++++ Task input

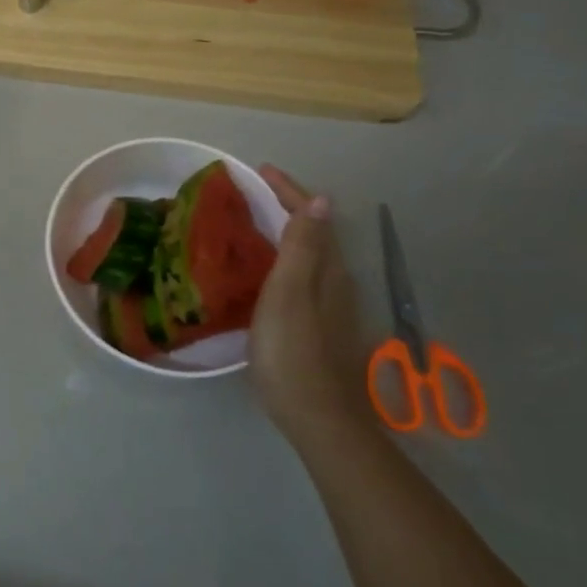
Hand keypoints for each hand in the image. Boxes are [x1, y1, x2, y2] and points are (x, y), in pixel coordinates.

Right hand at [249, 167, 371, 441]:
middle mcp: (335, 282)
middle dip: (287, 206)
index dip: (288, 191)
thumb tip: (321, 200)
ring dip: (286, 231)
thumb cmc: (293, 351)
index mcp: (327, 269)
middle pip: (313, 231)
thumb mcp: (290, 293)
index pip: (311, 216)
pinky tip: (264, 271)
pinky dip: (284, 257)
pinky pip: (302, 274)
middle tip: (252, 193)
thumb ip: (303, 247)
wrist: (316, 416)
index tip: (260, 170)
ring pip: (309, 254)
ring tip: (253, 223)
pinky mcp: (319, 325)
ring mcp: (329, 306)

++++++++

- [Exercise aim]:
Everything from the line containing "middle tip: (252, 193)" through the last line of the listing must be reproduced exactly, and no other line.

- [Written response]:
middle tip: (252, 193)
thumb ip: (303, 247)
wrist: (316, 416)
index tip: (260, 170)
ring pip: (309, 254)
ring tip: (253, 223)
pinky mcp: (319, 325)
ring mcp: (329, 306)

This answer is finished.